Let’s Hear it for the Guys Who Don’t
By Patrick F. Cannon
It seems like every day brings news about another male public figure being accused of some form of sexual harassment (this Monday it was Peyton Manning; on Tuesday, Kevin Spacey, albeit in a different category). The most attention has been given to the case of Harvey Weinstein, who seems to have heroically carried on the “casting couch” tradition of such legendary Hollywood producers as Jack Warner, Harry Cohn and David O. Selznick, to name only a few.
The saddest to me is the case of Bill Cosby, who so many people admired for his image as a “clean” comedian and his family-oriented television series. While he has yet to be convicted of any crime, I’m now convinced that at least some of the stories about his sexual predations are true. While I’m not sure there is any research to back this up, the entertainment industry (including the branch that passes for news) seems to be a particular hot bed of squalid activity.
The reason seems obvious – men have traditionally held positions of power over who will or will not work. Except in the few cases where an actress is so obviously superior that she can pick and choose when and where she will work, the number of actresses seeking work far exceeds the number of roles available. To use that power – which also exists in other industries – to gain sexual favors from vulnerable employees is an evil that should have been stamped out years ago. One only regrets that women have only recently felt able to call these monsters to account.
But as so often happens in a society more and more divided politically and socially, we tend to tar everyone with the same brush. Thus, to the radical feminists, all men are predators; indeed, to some of them, all sexual intercourse is rape (Mother Nature be damned!). In such an atmosphere, even the most innocent remark is judged against a standard no man can meet.
Yet, the great majority of men have never sexually harassed the women they work with or supervise. I know I never did, and am not aware of any man I worked with who did so in the 45 years I spent going to work (I confess I can sometimes be oblivious). For most of those years, I was a manager who supervised professionals, including managers. Most were women. While I won’t claim all of them thought I was perfect, none had reason to complain they were treated differently because of their sex.
Please understand that I am not naïve. I absolutely understand that women have been historically paid less than their male counterparts, and have had a long struggle to be considered equally for promotion. And I know that their struggles are not over by any means. But nothing is gained from lumping all men with the likes of Harvey Weinstein. Instead, let’s give some credit to the great majority of men – fathers, husbands, brothers – who held their tongues and kept their hands to themselves.

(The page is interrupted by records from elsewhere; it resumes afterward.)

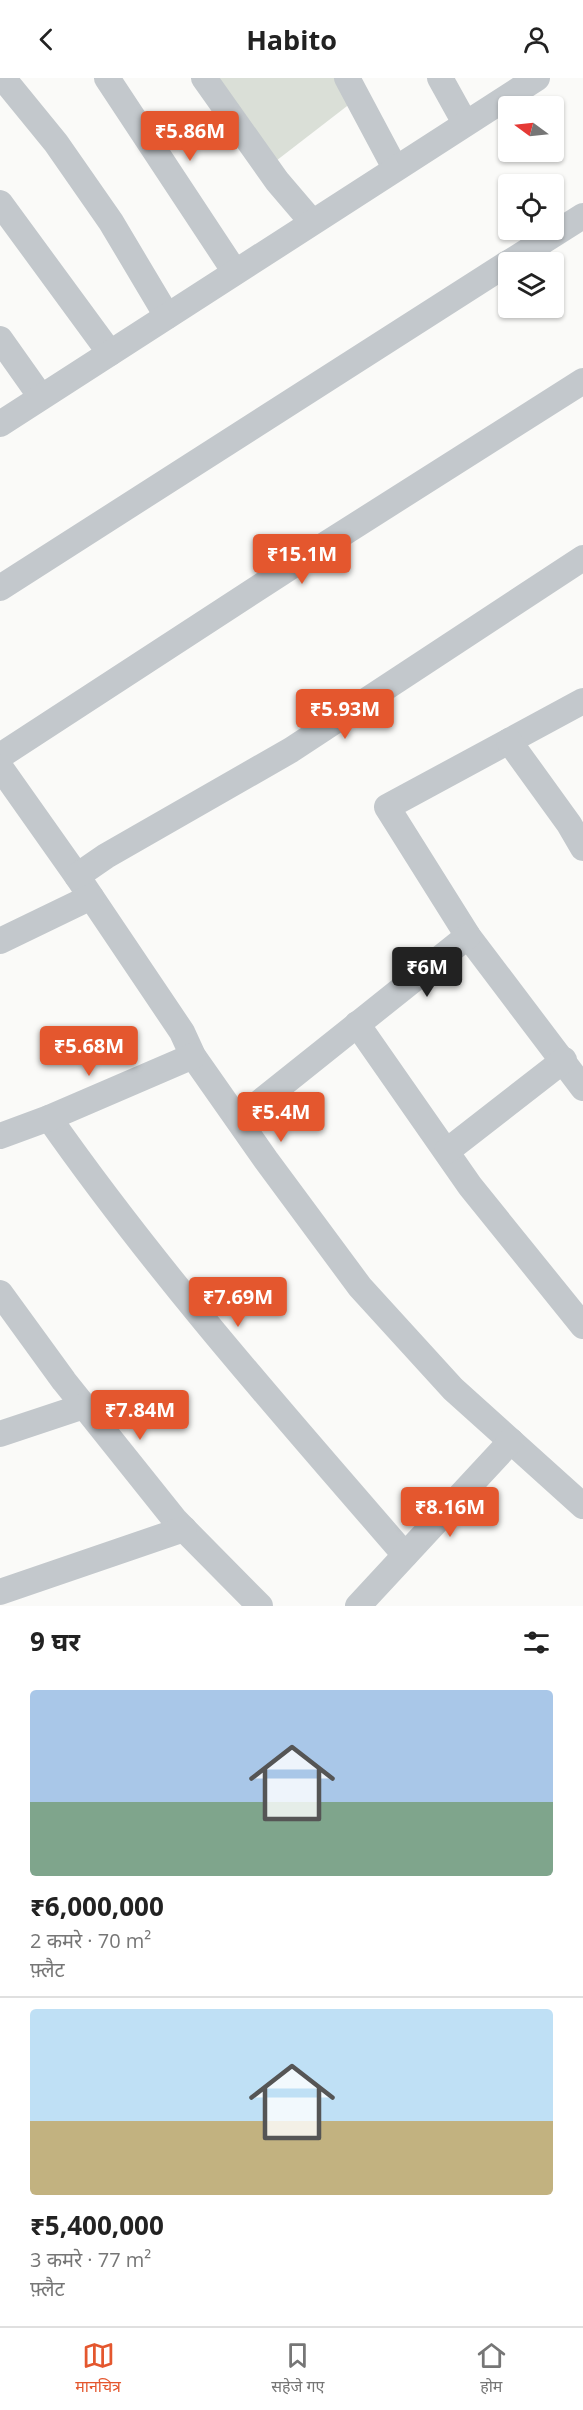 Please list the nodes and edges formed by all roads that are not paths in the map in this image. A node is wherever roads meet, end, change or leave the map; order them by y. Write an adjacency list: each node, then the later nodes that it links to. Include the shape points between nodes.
1 (3, 78): 15 (street, via 56,143)
2 (107, 78): 14 (street)
3 (204, 78): 11 (street, via 277,181)
4 (347, 78): 8 (street)
5 (440, 78): 7 (street)
6 (533, 79): 7 (street)
7 (465, 123): 8 (street)
8 (395, 168): 11 (street)
9 (0, 203): 17 (street)
10 (583, 216): 12 (street)
11 (312, 222): 14 (street)
12 (526, 252)
13 (498, 270): 22 (street)
14 (236, 272): 15 (street)
15 (167, 316): 17 (street)
16 (0, 339): 19 (street)
17 (110, 353): 19 (street)
18 (583, 381): 25 (street)
19 (41, 397): 20 (street)
20 (0, 424)
21 (583, 558): 28 (street, via 291,750 106,856)
22 (0, 588)
23 (583, 700): 24 (street)
24 (509, 741): 27 (street); 29 (street, via 387,807)
25 (0, 756)
26 (0, 767): 28 (street)
27 (583, 848)
28 (84, 886): 30 (street); 32 (street, via 182,1032)
29 (468, 936): 31 (street); 33 (street)
30 (0, 941)
31 (357, 1024): 36 (street); 38 (street)
32 (193, 1056): 35 (street); 36 (street)
33 (564, 1060): 34 (street); 38 (street)
34 (583, 1088)
35 (49, 1118): 37 (street); 46 (street, via 85,1170 224,1346)
36 (239, 1119): 43 (street, via 360,1287 453,1389)
37 (0, 1136)
38 (447, 1151): 40 (street, via 470,1186)
39 (0, 1293): 41 (street)
40 (583, 1326)
41 (84, 1406): 42 (street); 45 (street)
42 (0, 1434)
43 (511, 1441): 44 (street); 46 (street)
44 (583, 1506)
45 (184, 1529): 47 (street); 48 (street)
46 (405, 1555): 49 (street)
47 (0, 1592)
48 (260, 1606)
49 (358, 1606)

Finally, let me caution that not every accusation will be true, but will be immediately reported as such whether it has been investigated fully or not. If the accused is famous enough, the story will lead the network news and find its way to the front pages of major newspapers. The damage done to the subject’s reputation and career will be immediate, and lasting, whether or not the accusation is later proved false. Such is the tenor of our times.